In [9]:
import pandas as pd
from src.models.panel import FixedEffects
from src.models.linreg import LinReg
from src.displays.display_linear import display_models

In [18]:
witch = pd.read_csv('../data/witch_killing.csv')

witch['tot_m'] = witch['witch_murders'] + witch['oth_murders']
print(f"The dataset has {witch.shape[0]} rows and {witch.shape[1]} columns ")
witch.head()

The dataset has 736 rows and 10 columns 


Unnamed: 0,vid,year,witch_murders,oth_murders,any_rain,any_disease,famine,educat,norelig,tot_m
0,3192,1992,0,0,0,0,0,3.25,0.9,0
1,3153,1992,0,0,0,0,0,4.78125,0.78125,0
2,1041,1992,1,0,1,0,1,4.666666,0.625,1
3,1063,1992,0,0,0,0,0,4.75,0.6875,0
4,2092,1992,0,0,0,1,0,4.2,0.666667,0


This dataset was taken from the very interesting paper by Edward Miguel "Poverty and Witch killing" (http://emiguel.econ.berkeley.edu/wordpress/wp-content/uploads/2021/03/Paper__Poverty_and_Witch_Killing.pdf).

The dataset is a panel dataset containing  information on witch killings in Tanzania from 1992 to 2002. It aggregates data at the village level and captures covariates of interest for the village. Specifically, witch murders in a year, total other murders, an indicator for drought or flood, and indicator for the precense of disease and an indicator for the famine.  It also collected information on the average number of years of schooling in a population and the percent practicing traditional religions.

While we will not be replicating the full study here, we will use this dataset to explore a causal inference technique called "Fixed Effects". 

In [19]:
"""
Lets start by considering the causes of total murders in a village.  We will start with a naive model and compare it to one with year level fixed effects and one with these effects and clustered standard errors. 

"""

base = LinReg(df = witch,
              outcome='tot_m',
              independent=['any_rain'])
fe1 = FixedEffects(df = witch,
                   outcome='tot_m',
                   independent=['any_rain'],
                   fixed = ['year'])

fe1_robust = FixedEffects(df = witch,
                          outcome='tot_m',
                          independent=['any_rain'],
                          fixed = ['year'],
                          standard_error_type='clustered')

display_models([base, fe1, fe1_robust])

Looking at the above table we dont see any statistically relevent relationship between rainfall and annual murders. However, we see that by allowing for village level year fixed effects and computing cluster robust standard errors we get more efficient and less biased estimates for the coefficients and their standard errors.  Lets add some more covariates. 

In [23]:


fe2_robust = FixedEffects(df = witch,
                          outcome='tot_m',
                          independent=['any_rain', 
                                       "educat",
                                       "norelig"],
                          fixed = ['year'],
                          standard_error_type='clustered')

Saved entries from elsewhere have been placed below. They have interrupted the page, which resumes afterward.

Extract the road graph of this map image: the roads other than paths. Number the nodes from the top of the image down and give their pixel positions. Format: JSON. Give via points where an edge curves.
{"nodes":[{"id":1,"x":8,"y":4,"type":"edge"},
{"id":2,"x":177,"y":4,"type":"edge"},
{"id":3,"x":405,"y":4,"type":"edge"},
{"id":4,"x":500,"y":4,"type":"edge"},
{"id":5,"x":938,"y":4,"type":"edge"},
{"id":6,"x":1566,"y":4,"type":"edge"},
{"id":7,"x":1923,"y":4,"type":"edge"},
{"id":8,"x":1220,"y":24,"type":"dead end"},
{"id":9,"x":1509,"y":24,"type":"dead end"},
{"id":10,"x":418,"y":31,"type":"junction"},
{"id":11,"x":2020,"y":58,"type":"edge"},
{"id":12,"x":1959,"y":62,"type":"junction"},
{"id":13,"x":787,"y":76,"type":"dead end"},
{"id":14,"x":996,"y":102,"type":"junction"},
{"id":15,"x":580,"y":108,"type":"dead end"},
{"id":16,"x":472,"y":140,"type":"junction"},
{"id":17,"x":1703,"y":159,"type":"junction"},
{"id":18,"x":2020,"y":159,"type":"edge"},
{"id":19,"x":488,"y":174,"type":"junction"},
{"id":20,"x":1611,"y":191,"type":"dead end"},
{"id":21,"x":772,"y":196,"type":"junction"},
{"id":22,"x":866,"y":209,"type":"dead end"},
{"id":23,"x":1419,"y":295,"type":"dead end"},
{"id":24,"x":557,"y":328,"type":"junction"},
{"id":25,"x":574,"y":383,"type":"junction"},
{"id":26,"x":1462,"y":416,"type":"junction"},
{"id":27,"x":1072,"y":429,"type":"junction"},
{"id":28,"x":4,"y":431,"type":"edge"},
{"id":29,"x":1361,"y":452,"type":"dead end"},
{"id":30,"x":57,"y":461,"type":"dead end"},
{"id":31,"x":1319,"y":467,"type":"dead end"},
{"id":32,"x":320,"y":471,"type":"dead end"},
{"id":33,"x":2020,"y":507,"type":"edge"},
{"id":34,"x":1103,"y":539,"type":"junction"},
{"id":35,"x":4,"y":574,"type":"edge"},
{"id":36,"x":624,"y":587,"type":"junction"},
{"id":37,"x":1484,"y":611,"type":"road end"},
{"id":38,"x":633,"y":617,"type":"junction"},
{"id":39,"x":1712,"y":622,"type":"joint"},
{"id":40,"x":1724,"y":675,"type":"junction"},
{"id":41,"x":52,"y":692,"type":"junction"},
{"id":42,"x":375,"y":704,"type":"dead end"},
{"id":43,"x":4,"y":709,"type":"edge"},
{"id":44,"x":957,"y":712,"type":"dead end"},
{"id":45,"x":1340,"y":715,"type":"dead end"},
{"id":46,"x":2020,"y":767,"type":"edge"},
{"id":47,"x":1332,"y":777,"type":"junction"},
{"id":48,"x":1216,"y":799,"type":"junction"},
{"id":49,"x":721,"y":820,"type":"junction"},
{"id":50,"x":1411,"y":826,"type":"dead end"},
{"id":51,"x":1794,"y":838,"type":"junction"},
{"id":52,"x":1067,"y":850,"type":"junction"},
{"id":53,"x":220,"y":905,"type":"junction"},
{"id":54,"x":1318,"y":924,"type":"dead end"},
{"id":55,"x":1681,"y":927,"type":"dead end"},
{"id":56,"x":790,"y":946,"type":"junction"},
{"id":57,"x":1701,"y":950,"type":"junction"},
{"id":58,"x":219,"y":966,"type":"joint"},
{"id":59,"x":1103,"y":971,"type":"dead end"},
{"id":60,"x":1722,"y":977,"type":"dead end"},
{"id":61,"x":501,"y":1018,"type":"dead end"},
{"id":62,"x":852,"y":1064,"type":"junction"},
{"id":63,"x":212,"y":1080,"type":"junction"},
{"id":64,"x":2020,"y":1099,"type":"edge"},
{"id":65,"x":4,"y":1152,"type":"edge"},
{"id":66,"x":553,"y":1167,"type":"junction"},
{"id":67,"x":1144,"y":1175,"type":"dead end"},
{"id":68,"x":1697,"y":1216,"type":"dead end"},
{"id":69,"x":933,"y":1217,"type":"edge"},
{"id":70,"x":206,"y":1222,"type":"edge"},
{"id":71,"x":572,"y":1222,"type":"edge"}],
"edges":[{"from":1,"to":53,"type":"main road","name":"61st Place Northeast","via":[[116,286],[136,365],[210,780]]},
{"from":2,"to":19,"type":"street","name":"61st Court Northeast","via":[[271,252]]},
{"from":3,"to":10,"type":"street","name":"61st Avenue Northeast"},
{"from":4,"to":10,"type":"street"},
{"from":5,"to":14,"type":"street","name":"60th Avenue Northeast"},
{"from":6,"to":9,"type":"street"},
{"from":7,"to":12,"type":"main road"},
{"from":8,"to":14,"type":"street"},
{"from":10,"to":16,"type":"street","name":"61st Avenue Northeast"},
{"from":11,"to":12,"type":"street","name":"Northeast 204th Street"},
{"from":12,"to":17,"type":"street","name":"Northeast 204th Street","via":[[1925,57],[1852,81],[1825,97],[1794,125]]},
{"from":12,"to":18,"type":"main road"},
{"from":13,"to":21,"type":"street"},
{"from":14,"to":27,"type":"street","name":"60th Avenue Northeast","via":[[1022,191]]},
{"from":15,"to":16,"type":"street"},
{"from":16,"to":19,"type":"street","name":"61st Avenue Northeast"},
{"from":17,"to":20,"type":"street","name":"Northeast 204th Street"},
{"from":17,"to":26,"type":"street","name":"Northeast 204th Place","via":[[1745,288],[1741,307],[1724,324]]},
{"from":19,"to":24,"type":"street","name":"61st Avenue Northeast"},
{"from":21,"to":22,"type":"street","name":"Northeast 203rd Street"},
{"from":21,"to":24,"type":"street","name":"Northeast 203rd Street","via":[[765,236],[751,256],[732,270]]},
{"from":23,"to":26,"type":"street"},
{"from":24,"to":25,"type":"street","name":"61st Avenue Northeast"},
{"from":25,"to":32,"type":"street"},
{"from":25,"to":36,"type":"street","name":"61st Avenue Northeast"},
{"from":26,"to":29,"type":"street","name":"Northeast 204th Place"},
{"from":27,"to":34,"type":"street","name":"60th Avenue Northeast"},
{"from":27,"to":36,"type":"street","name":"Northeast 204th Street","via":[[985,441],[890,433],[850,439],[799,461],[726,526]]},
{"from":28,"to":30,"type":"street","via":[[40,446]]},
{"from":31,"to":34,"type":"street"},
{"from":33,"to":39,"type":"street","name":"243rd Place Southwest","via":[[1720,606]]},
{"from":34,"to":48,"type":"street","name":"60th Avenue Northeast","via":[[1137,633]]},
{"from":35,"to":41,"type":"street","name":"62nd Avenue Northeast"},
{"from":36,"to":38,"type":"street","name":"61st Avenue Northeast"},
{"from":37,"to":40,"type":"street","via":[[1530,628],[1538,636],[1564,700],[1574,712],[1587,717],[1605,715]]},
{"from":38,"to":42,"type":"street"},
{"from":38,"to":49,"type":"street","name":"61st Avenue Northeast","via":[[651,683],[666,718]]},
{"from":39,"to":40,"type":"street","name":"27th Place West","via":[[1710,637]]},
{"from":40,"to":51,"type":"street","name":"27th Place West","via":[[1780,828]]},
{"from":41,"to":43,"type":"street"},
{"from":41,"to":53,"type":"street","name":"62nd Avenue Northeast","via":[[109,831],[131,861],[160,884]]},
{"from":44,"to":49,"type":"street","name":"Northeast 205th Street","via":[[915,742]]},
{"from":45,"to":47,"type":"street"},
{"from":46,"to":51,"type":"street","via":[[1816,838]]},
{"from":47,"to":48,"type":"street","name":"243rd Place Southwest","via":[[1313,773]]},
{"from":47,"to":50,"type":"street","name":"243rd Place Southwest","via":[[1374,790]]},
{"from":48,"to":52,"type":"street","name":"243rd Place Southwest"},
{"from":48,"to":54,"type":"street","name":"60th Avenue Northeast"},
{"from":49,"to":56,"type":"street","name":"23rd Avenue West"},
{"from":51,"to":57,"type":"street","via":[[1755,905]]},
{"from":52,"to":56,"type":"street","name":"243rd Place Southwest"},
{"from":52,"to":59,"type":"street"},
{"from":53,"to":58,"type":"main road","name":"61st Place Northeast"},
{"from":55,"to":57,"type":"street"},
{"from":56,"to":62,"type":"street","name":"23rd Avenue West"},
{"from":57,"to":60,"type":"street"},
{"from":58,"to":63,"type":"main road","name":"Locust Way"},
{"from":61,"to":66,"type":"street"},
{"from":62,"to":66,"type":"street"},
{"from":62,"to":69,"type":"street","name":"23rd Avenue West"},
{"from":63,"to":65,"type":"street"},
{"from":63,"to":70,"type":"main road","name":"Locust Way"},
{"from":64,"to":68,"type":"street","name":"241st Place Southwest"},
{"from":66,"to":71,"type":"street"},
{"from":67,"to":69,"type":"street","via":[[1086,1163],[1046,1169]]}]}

display_models([fe2_robust])

when we now control for both village education levels as well as if they adhere to traditional religions we see that again any rain does not seem to be statistically significantly related to total murders in a village.  Interestingly, while traditional religion adhereance also doesnt seem to be statistically significantly related to a villages murders, education does.

In [24]:
"""Lets run the same analysis for the prescence of disease"""

fe3_robust = FixedEffects(df = witch,
                          outcome='tot_m',
                          independent=['any_disease'],
                          fixed = ['year'],
                          standard_error_type='clustered')

fe4_robust = FixedEffects(df = witch,
                          outcome='tot_m',
                          independent=['any_disease',
                                       "educat",
                                       "norelig"],
                          fixed = ['year'],
                          standard_error_type='clustered')

display_models([fe2_robust, fe3_robust, fe4_robust])